Why are Virgin and Boost Launching WiMAX?

Wimax

Sprint CEO Dan Hesse announced today in an earnings conference call that his company's prepaid brands, Virgin Mobile and Boost Mobile, will launch WiMAX 4G, just as the main Sprint brand is moving away from WiMAX and towards LTE.

It sounds odd, but this is actually a good deal for everyone involved. Sprint has committed to keeping the WiMAX network, which covers about a third of the U.S. population, live until 2015. But it's going to start aggressively moving Sprint customers off of WiMAX at the end of this year.

Clearwire's WiMAX network, which Sprint uses, is cheap for Sprint to use. And it isn't expanding, which means it isn't going to incur expensive build-out costs. The Sprint WiMAX network isn't truly nationwide, but it focuses in big cities, where most of the Virgin and Boost customers are located.

Virgin and Boost have been stuck so far on Sprint's 3G, which our Fastest Mobile Networks 2011 tests found is the slowest 3G network in the country. They've been OK with this so far, because Virgin and Boost customers are more focused on price than on speed.

Hesse didn't give any details on Virgin and Boost's timing or what phones or service plans with which they'd launch WiMAX.

Better Speed at a Better Price
So think about it: Sprint has a cheap-to-run network that it has to keep online until 2015. It has these two prepaid brands that could use some faster data. It's a perfect marriage.

Bringing WiMAX to Boost and Virgin, at least for a year or two, lets Sprint squeeze a bit more juice out of the WiMAX orange. It lets Boost and Virgin customers have unlimited data on a network that will become less crowded with Sprint users with time, at five times the speed they've seen previously.

And because Clearwire owns so much radio spectrum, there isn't likely to be any reduction in capacity on the WiMAX network for years.
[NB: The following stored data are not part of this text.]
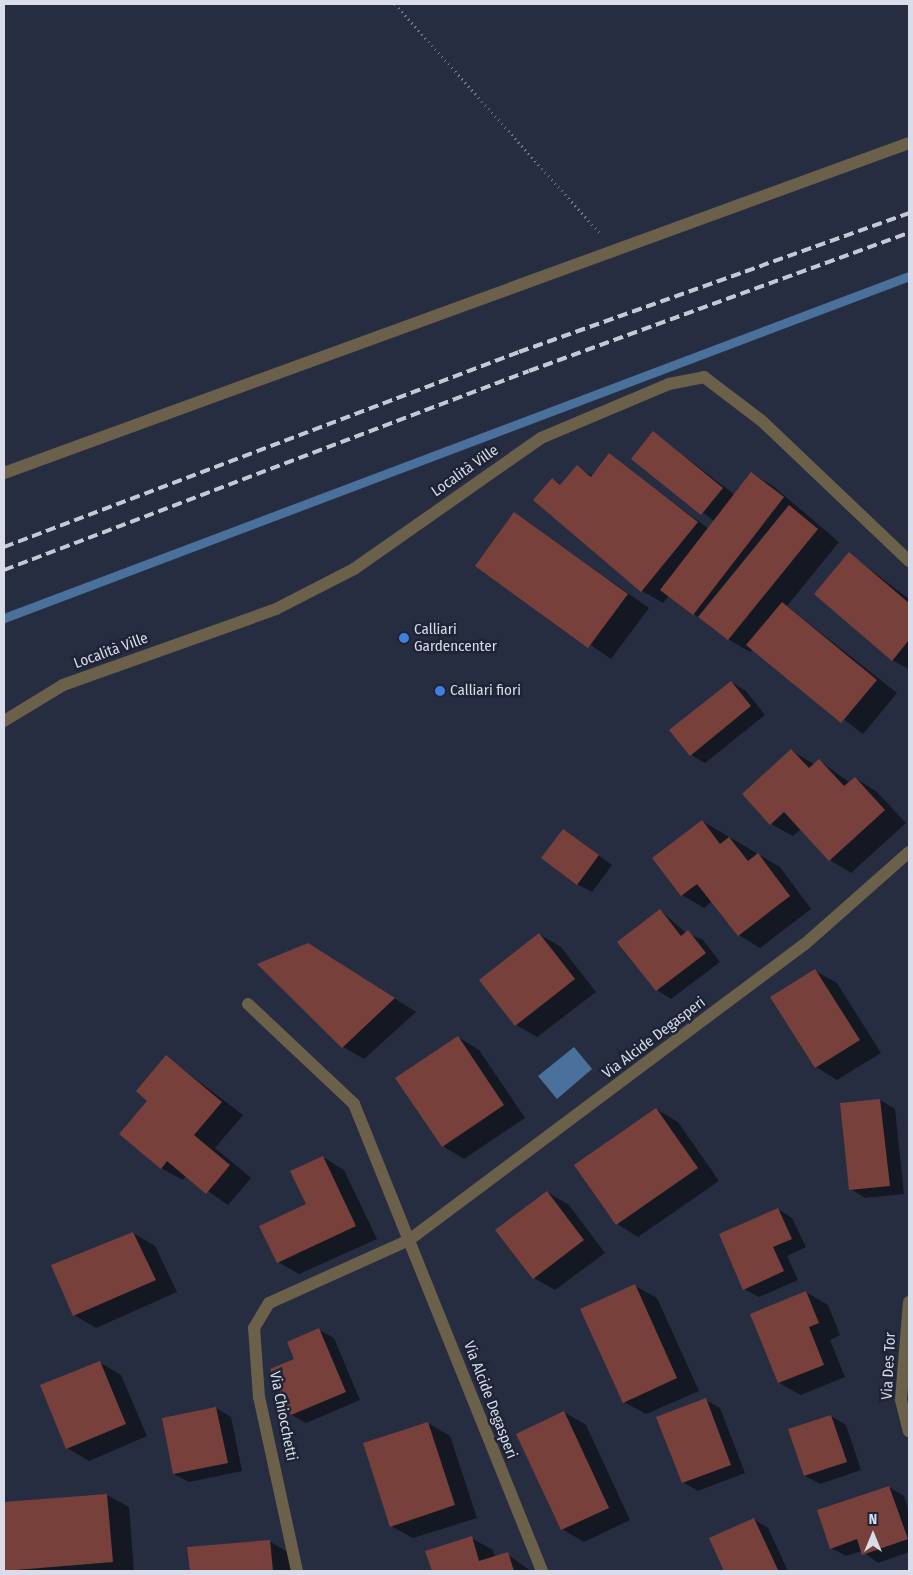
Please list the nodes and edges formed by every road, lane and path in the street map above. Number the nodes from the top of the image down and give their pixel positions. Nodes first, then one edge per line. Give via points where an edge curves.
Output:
1 (395, 4) edge
2 (909, 143) edge
3 (613, 248) junction
4 (4, 473) edge
5 (909, 560) edge
6 (4, 721) edge
7 (909, 852) edge
8 (248, 1004) dead end
9 (409, 1240) junction
10 (909, 1302) edge
11 (909, 1431) edge
12 (297, 1571) edge
13 (542, 1571) edge

1 - 3 path
2 - 3 street
3 - 4 street
5 - 6 street, Località Ville via 762,421 704,377 669,384 541,438 354,569 276,608 63,685
7 - 9 street, Via Alcide Degasperi via 805,944
8 - 9 street, Via Alcide Degasperi via 354,1104
9 - 12 street, Via Chiocchetti via 269,1303 254,1328 260,1397
9 - 13 street, Via Alcide Degasperi
10 - 11 street, Via Des Tor via 901,1400

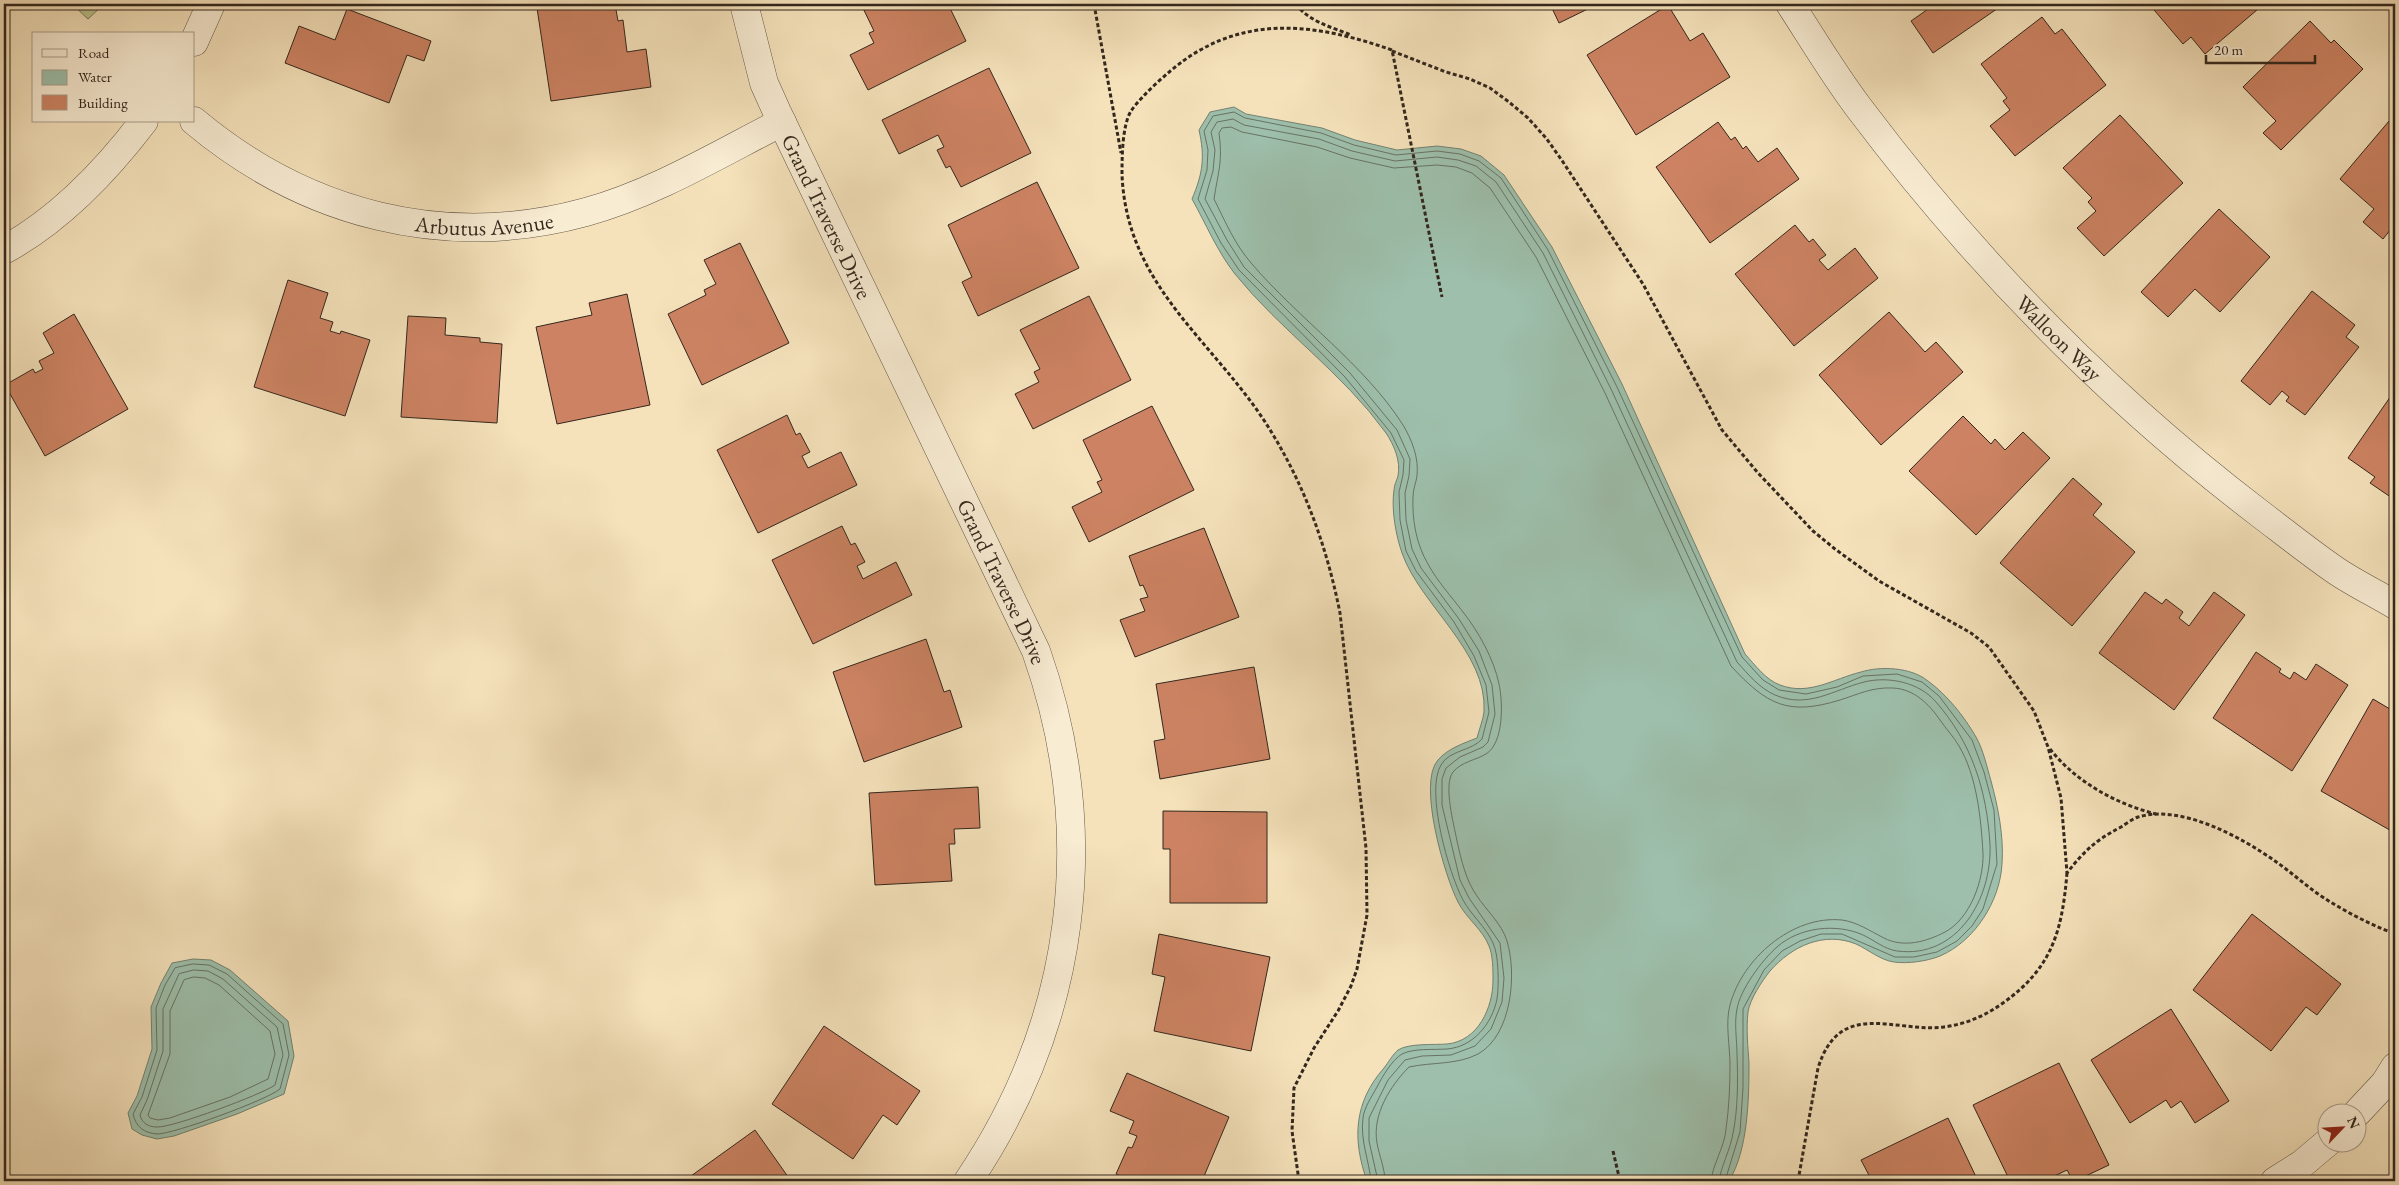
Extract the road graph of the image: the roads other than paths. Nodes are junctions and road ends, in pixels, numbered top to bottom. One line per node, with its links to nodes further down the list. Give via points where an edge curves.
1 (211, 4): 4 (street)
2 (744, 4): 7 (street, Grand Traverse Drive, via 764,83)
3 (1790, 4): 9 (street, Walloon Way, via 1858,107 1951,224 2063,343 2218,482 2336,570)
4 (195, 40)
5 (195, 121): 7 (street, Arbutus Avenue, via 266,172 314,196 366,214 424,224 481,227 538,222 589,211 632,196)
6 (143, 122): 8 (street, via 119,154 78,195 42,225)
7 (782, 122): 13 (street, Grand Traverse Drive, via 1036,651 1064,754 1071,832 1070,889 1063,955 1049,1014 1032,1061 1008,1113)
8 (4, 250)
9 (2395, 605)
10 (2395, 1067): 11 (street)
11 (2366, 1103)
12 (2316, 1152): 14 (street)
13 (968, 1181)
14 (2275, 1181)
The only down side is that Virgin and Boost won't have cutting-edge phones. Sprint has said it isn't putting any muscle behind the development of new WiMAX phones, so you're likely to just see retreads of the five existing devices Sprint offers: the Samsung Galaxy S II Epic 4G Touch ($199.99), the Samsung Epic 4G ($99.99), the Motorola Photon ($99.99), the HTC EVO Design 4G($99.99) and the Samsung Conquer 4G ($49.99).

So it sounds odd, but I think this is a good deal. Virgin and Boost users will get unlimited, pretty high-speed data for existing plan prices, probably. Sprint gets to pluck the last few feathers off of the WiMAX chicken. Virgin and Boost's youthful customers will probably switch phones again by 2014. What's not to love?